A partir do mês de julho o Certificado Digital passa a ser obrigatório para as microempresas e para as empresas de pequeno porte. O MEI (Microempreendedor Individual) não é obrigado a ter essa certificação.
O certificado é uma assinatura digital, um arquivo eletrônico que garante a autenticidade das informações utilizadas nas transações realizadas por meio digital. Ele garante a identidade de quem realiza a operação e dá mais segurança para as transações realizadas na internet. Por meio desse certificado as empresas são identificadas, o que garante a autenticidade das transações, além de conferir validade jurídica.
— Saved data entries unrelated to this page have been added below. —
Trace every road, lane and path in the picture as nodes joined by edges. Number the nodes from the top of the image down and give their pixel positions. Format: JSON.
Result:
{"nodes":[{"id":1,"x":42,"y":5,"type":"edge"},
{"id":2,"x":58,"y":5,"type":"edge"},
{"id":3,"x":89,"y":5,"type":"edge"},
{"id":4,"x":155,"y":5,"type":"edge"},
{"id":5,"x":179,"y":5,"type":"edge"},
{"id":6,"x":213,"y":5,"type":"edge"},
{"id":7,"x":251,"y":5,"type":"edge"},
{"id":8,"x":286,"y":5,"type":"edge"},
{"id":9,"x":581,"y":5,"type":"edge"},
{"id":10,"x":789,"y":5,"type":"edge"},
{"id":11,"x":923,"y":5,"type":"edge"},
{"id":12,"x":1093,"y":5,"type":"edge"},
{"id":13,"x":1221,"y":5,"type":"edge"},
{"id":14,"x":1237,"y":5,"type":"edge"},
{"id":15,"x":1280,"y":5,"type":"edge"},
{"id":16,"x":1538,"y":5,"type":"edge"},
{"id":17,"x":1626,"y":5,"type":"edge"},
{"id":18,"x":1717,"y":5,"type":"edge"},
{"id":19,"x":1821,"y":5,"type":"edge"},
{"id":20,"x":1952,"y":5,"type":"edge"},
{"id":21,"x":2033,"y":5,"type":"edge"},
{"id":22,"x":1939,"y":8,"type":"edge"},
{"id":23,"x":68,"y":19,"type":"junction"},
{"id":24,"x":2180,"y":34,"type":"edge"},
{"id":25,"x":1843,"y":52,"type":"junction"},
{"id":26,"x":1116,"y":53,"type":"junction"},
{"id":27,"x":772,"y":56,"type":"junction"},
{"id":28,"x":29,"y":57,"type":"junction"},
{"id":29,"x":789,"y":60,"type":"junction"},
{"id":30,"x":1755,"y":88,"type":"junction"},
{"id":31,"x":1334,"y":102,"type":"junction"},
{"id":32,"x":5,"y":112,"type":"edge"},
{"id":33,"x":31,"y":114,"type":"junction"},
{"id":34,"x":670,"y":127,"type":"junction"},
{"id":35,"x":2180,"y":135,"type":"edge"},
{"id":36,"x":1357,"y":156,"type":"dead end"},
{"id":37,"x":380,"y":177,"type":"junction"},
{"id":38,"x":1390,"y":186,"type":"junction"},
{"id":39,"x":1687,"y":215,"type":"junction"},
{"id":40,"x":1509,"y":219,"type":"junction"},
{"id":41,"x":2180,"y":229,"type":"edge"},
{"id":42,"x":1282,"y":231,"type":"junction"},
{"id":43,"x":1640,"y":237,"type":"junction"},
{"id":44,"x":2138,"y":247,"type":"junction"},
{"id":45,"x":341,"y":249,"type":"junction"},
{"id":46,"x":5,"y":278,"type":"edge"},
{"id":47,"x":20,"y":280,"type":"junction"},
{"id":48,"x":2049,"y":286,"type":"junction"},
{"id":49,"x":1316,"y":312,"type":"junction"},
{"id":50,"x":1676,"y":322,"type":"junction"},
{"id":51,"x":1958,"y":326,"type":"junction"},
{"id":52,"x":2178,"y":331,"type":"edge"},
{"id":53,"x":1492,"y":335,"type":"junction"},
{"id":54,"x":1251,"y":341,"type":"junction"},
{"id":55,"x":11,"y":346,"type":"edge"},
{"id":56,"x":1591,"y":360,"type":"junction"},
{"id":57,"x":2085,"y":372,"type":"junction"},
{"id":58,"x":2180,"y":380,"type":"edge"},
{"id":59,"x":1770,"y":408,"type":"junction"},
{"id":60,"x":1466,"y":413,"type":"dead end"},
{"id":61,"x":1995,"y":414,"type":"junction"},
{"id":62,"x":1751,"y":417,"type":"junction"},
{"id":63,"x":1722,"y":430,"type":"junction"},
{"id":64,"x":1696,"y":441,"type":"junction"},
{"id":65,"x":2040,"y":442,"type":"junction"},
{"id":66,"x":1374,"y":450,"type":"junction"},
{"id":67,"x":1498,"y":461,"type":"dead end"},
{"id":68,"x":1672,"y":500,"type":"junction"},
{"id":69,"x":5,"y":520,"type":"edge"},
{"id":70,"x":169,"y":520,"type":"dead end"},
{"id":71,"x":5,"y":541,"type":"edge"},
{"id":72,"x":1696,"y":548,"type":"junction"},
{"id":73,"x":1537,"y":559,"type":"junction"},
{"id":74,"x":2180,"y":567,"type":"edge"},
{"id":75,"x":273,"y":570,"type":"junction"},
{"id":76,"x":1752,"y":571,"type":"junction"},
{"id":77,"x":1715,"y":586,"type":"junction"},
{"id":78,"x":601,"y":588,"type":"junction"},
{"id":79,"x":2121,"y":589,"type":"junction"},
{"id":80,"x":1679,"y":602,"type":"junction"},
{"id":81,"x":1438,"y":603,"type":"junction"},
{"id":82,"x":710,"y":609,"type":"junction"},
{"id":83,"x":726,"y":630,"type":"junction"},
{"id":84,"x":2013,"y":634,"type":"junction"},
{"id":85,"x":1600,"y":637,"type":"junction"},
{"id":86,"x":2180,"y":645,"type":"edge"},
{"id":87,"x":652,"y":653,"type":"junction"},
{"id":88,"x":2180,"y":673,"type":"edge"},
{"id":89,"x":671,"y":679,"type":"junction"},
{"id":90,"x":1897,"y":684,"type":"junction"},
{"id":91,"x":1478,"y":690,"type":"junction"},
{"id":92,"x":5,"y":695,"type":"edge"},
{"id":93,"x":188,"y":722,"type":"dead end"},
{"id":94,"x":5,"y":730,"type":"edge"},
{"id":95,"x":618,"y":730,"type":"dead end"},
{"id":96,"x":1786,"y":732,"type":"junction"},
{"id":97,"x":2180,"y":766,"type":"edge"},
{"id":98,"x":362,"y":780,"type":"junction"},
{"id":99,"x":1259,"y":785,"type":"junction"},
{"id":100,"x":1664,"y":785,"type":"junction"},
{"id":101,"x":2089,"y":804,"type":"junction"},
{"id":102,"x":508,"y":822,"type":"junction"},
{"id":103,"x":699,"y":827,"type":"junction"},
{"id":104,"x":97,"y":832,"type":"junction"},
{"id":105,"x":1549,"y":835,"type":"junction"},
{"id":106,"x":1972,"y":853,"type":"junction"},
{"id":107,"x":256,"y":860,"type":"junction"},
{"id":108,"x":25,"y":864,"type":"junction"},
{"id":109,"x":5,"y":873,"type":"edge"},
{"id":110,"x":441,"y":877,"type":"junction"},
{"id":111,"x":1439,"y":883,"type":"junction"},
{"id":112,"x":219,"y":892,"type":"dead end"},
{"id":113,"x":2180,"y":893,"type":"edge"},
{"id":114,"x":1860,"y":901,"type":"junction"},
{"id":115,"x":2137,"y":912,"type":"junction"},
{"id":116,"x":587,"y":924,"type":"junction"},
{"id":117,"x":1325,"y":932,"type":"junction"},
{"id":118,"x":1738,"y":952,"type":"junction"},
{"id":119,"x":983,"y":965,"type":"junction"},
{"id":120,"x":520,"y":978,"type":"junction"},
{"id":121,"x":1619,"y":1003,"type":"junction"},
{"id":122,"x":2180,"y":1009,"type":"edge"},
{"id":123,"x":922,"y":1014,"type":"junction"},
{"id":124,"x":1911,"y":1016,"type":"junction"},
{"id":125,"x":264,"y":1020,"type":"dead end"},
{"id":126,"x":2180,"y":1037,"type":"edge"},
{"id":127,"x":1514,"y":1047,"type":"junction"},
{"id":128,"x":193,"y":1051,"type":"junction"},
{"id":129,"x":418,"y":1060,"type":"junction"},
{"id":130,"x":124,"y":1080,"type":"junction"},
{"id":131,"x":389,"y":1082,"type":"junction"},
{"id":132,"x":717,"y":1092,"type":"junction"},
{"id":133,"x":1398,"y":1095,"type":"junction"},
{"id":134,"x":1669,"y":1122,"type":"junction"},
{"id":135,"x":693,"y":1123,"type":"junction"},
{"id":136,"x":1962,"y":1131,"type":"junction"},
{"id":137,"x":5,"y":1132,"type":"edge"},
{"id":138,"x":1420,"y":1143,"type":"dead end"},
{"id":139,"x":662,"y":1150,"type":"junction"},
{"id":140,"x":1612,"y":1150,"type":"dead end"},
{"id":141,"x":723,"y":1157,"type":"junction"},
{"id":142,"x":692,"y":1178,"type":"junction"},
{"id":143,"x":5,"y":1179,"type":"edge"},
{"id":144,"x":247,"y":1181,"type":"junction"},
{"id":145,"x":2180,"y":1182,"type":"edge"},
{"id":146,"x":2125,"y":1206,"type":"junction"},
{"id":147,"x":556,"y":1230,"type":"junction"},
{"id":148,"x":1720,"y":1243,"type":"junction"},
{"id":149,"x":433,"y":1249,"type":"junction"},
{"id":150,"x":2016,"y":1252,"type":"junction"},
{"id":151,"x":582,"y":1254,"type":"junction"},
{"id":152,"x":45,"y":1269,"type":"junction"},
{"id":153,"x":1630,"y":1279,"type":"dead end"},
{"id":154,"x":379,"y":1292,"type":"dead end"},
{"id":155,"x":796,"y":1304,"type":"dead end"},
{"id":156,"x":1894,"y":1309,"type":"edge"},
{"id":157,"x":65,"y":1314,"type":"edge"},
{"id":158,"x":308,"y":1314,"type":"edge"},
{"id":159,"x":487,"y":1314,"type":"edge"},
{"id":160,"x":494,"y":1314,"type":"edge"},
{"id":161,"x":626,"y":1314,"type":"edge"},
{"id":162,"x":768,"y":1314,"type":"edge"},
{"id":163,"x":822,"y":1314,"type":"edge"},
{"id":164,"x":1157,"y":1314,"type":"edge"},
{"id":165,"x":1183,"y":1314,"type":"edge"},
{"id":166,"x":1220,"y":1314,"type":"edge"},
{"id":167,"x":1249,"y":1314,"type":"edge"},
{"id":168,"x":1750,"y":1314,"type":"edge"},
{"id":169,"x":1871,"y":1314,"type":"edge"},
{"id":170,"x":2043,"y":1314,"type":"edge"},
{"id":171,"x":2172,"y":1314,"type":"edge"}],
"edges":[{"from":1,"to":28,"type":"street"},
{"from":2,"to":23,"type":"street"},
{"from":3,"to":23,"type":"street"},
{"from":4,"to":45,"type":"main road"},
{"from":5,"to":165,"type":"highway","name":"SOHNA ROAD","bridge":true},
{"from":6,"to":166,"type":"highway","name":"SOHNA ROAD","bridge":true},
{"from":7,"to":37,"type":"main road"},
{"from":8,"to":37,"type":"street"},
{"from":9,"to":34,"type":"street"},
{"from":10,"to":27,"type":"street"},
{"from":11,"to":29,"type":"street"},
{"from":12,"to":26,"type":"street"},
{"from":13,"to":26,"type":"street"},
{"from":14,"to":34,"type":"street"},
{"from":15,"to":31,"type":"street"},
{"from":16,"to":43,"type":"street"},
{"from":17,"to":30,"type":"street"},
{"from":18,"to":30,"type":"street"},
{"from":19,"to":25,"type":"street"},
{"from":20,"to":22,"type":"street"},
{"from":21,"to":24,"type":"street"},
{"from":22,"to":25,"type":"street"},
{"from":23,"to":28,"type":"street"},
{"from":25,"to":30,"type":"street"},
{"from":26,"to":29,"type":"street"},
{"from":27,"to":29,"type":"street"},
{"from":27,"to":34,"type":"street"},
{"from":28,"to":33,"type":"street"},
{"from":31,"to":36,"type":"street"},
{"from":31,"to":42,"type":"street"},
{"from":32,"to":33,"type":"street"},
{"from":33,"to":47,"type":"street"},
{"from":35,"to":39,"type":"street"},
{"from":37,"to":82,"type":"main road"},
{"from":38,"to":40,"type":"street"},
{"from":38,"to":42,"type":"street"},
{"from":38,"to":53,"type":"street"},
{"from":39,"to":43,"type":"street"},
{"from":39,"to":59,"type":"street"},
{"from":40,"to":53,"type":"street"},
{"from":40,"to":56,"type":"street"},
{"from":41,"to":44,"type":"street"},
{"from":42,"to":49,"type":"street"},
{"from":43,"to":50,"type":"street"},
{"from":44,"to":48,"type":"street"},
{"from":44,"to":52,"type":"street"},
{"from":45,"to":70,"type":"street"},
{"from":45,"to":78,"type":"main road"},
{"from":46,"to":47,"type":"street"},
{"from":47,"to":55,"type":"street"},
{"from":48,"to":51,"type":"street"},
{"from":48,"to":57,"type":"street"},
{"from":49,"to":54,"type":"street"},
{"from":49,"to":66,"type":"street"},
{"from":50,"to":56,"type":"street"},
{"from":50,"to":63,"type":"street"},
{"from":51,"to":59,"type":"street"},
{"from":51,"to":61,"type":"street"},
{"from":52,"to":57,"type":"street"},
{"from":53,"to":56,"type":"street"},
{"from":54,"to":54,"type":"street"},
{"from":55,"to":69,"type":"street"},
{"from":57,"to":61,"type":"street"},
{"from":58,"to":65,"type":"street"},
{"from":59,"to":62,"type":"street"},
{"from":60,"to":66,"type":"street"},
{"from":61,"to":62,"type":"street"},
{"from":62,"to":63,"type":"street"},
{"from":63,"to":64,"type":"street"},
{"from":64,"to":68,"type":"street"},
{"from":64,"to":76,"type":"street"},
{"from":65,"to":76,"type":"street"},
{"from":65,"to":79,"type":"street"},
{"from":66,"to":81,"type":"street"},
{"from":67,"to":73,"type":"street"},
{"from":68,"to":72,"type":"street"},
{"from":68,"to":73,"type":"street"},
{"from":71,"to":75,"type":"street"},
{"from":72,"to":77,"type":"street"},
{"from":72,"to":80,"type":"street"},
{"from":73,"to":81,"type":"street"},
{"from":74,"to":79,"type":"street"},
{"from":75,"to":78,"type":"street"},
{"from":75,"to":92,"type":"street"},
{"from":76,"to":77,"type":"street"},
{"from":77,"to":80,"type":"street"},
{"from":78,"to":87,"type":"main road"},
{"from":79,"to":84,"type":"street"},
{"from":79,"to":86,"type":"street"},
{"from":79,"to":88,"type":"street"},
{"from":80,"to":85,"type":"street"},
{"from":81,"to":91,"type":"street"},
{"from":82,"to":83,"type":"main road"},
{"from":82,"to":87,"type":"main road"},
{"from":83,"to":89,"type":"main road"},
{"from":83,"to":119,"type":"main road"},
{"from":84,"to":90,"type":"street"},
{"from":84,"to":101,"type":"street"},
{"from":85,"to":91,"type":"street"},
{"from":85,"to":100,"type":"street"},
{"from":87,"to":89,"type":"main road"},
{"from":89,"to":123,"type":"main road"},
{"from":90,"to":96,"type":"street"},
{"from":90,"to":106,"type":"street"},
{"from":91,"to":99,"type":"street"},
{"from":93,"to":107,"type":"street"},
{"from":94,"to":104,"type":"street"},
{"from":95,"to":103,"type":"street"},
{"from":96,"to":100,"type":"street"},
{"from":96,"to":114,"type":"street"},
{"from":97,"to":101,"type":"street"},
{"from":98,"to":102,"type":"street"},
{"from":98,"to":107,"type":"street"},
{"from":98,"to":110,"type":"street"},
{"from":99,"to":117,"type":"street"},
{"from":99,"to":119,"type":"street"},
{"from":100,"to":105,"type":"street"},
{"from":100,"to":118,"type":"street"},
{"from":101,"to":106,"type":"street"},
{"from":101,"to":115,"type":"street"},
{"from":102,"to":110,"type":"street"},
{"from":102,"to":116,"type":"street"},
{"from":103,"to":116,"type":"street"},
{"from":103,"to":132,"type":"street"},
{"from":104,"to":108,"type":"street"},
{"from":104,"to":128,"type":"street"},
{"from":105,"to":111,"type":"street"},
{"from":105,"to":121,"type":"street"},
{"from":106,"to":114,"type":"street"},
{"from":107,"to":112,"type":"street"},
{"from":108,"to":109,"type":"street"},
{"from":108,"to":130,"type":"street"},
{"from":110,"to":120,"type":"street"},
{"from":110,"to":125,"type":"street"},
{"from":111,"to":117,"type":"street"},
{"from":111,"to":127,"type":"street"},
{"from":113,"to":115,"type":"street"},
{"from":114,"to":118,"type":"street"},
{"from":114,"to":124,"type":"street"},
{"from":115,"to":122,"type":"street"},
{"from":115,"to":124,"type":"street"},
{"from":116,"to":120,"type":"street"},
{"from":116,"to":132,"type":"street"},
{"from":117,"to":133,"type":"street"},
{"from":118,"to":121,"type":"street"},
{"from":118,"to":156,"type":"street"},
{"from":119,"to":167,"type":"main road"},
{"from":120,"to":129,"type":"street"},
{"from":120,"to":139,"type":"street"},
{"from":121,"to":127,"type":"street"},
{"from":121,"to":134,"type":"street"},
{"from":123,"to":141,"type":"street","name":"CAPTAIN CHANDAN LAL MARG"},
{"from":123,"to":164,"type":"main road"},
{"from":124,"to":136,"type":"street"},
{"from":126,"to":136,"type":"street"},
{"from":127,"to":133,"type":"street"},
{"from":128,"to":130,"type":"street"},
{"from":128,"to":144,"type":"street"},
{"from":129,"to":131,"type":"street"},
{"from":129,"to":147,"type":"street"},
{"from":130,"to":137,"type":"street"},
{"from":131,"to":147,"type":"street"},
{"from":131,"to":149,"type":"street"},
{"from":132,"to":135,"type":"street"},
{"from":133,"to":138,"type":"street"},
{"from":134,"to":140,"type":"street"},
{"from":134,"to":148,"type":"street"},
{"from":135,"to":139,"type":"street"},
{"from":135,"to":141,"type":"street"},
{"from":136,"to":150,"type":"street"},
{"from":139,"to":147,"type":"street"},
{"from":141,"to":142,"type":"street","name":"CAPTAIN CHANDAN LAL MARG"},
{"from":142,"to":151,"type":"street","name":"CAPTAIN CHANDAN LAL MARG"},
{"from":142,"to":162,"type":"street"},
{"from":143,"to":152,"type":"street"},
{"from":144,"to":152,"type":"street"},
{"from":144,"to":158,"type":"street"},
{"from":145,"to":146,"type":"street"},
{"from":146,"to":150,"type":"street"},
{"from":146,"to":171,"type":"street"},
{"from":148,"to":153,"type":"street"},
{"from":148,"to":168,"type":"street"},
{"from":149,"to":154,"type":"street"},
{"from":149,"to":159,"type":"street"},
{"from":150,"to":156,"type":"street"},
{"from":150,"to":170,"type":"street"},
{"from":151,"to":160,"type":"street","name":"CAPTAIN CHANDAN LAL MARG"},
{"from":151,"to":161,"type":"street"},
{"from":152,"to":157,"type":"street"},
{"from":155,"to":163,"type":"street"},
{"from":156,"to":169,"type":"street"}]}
Na prática, diminui a burocracia. Entre as atividades que podem ser seguradas pelo certificado estão a assinatura e envio documentos pela internet; notas fiscais eletrônicas, envio de declarações da empresa e transações bancárias.
Como esses documentos possuem assinatura digital certificada passam a ter validade jurídica. Por essa razão, o certificado deve ser emitido por uma autoridade certificadora habilitada pela Receita Federal e credenciada ao Instituto Nacional de Tecnologia da Informação como a Caixa e a Serasa Experian, por exemplo. Todas as empresas que seguem os regimes tributários de Lucro Real ou Lucro Presumido estão obrigadas a emitir NF-e, necessitando, portanto, do Certificado Digital. Essas empresas emitem nota fiscal eletrônica e já estão incluídas no e-social. Os certificados mais simples, armazenados nos computadores e com duração de um ano, custam cerca de R$ 100. Os mais sofisticados, com tolken e validade de três anos, variam de R$ 300 a R$ 500.